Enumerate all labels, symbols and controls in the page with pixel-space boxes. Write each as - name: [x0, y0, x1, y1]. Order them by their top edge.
---
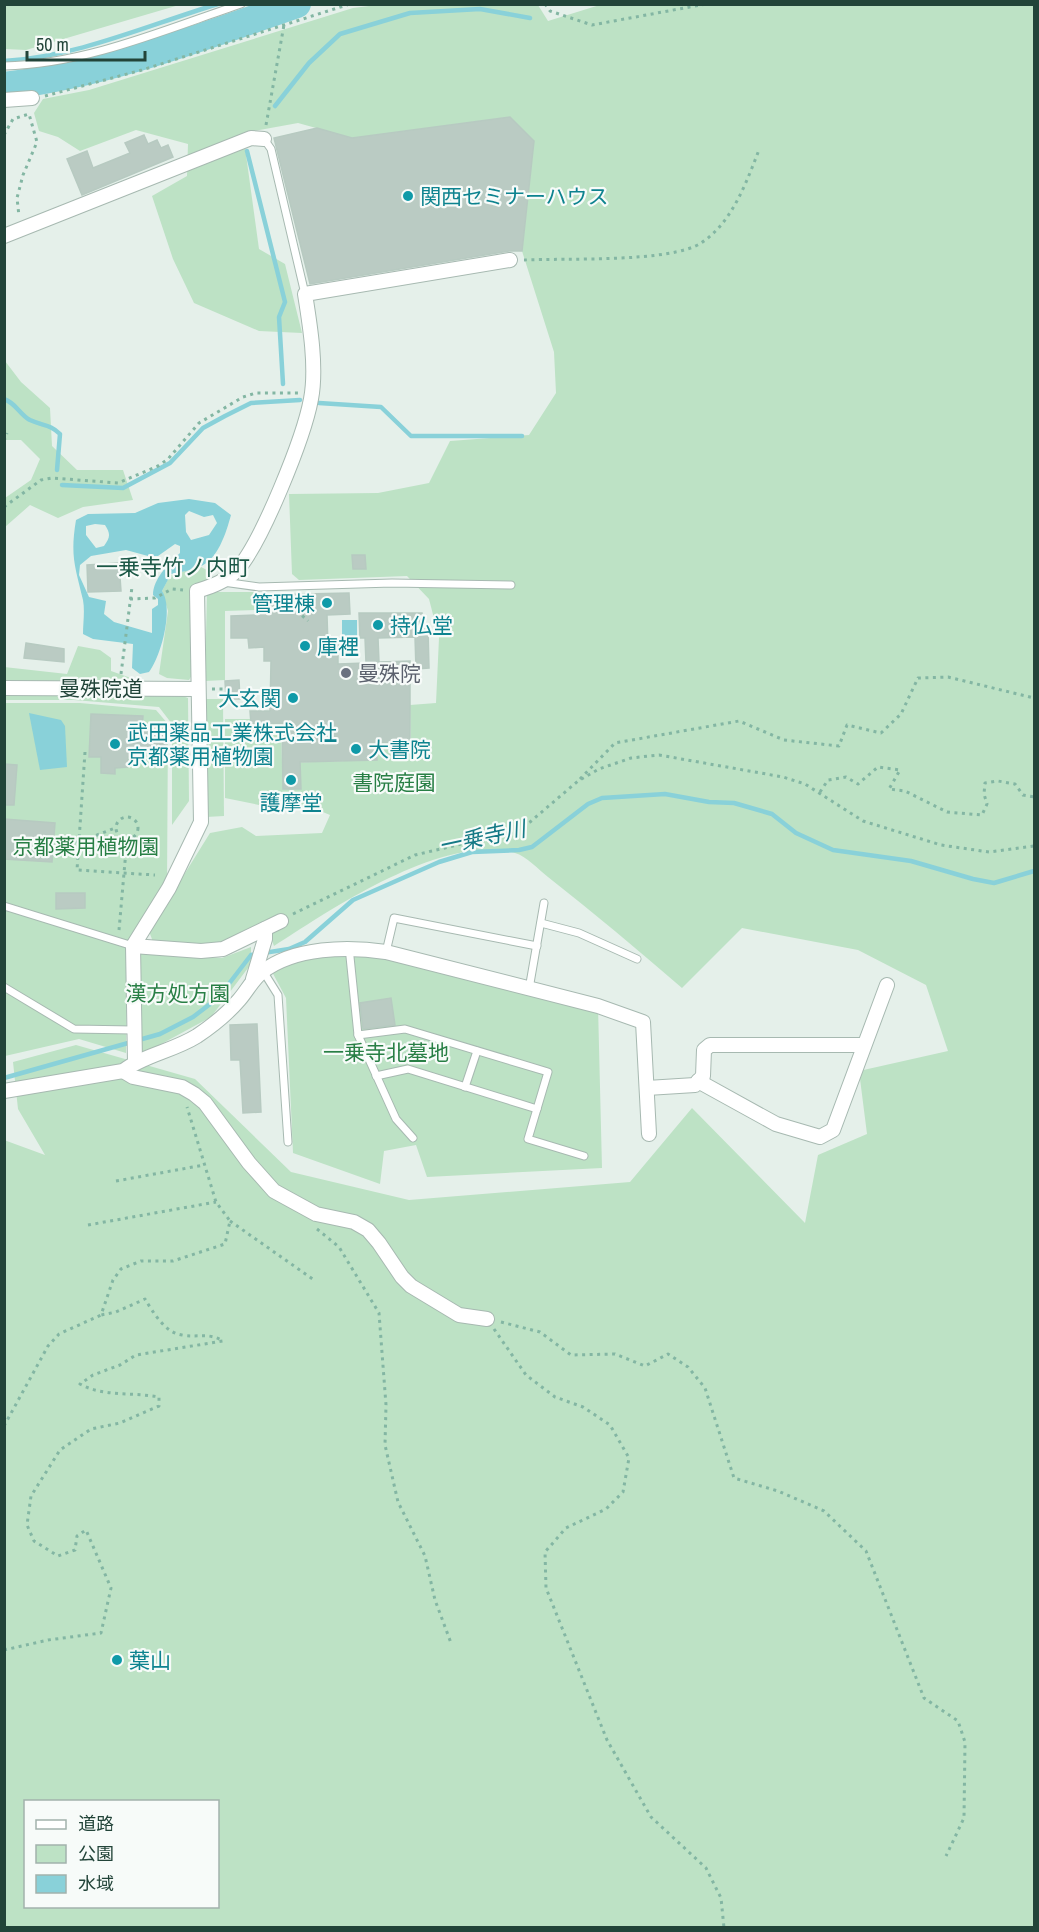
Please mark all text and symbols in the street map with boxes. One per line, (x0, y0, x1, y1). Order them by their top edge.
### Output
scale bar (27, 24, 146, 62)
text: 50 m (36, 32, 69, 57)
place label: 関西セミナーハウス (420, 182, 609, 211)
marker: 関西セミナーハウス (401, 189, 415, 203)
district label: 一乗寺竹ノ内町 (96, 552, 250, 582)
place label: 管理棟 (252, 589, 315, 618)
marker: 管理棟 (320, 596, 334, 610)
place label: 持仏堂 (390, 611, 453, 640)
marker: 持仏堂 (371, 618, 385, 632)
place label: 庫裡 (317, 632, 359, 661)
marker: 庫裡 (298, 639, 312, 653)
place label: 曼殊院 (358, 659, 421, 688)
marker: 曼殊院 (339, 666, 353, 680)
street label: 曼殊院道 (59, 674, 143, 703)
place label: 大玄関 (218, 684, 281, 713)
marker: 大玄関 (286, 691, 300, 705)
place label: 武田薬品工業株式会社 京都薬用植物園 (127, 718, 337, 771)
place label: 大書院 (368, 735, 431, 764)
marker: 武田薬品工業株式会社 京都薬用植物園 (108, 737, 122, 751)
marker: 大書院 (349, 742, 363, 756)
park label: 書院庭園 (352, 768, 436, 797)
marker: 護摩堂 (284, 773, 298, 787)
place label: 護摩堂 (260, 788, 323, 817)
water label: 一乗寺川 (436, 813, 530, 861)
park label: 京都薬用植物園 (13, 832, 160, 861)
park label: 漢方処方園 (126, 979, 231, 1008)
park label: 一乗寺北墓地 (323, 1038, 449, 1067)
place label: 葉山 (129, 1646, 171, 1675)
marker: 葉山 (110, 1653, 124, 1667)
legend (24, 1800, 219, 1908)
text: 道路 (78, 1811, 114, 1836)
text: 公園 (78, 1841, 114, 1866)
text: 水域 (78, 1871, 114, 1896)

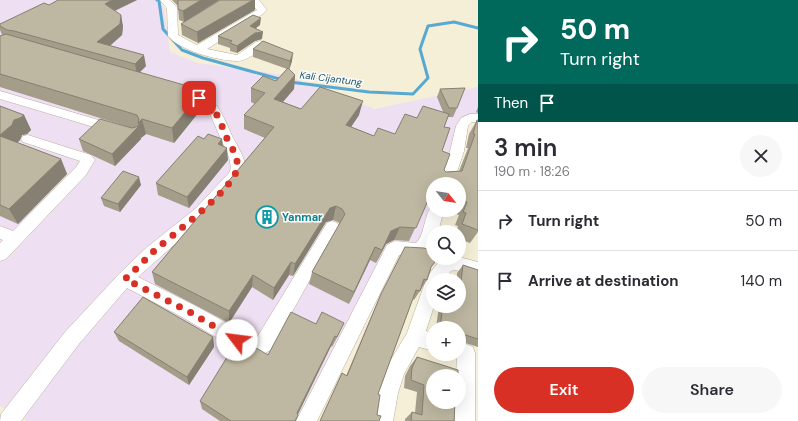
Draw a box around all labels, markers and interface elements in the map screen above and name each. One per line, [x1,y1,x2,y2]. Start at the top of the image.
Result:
* * *
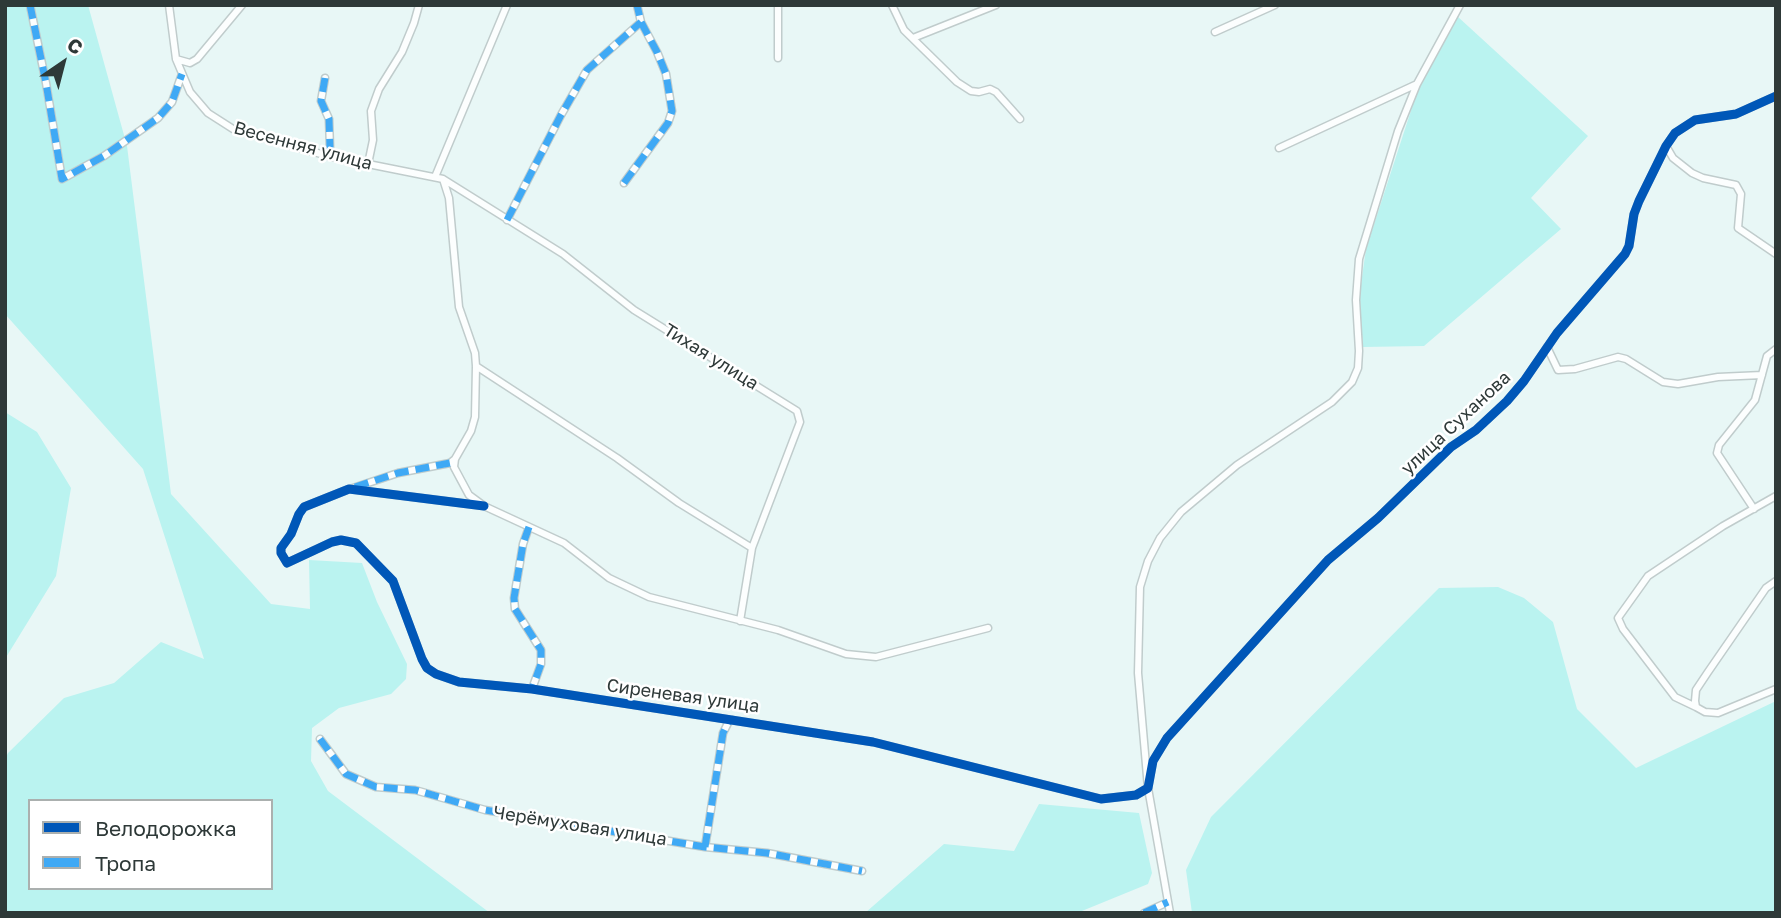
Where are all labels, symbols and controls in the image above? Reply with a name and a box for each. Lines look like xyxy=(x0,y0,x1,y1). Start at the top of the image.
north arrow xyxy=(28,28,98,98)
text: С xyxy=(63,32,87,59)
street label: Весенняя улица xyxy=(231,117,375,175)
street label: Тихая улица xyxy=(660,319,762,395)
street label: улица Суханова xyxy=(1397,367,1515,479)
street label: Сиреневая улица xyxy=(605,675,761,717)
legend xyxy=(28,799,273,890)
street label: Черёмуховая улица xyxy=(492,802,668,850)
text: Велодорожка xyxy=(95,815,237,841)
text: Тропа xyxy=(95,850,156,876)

▸ **Problem statement**:
Within the data above, pick out all lines holding the word "boxes".

▸ **Reply to the task**:
Enumerate all labels, symbols and controls in the page with pixel-space boxes. Write each as - name: [x0, y0, x1, y1]. Order them by their top edge.
Please mark all text and symbols in the street map with boxes. One per line, (x0, y0, x1, y1). Order them by their top edge.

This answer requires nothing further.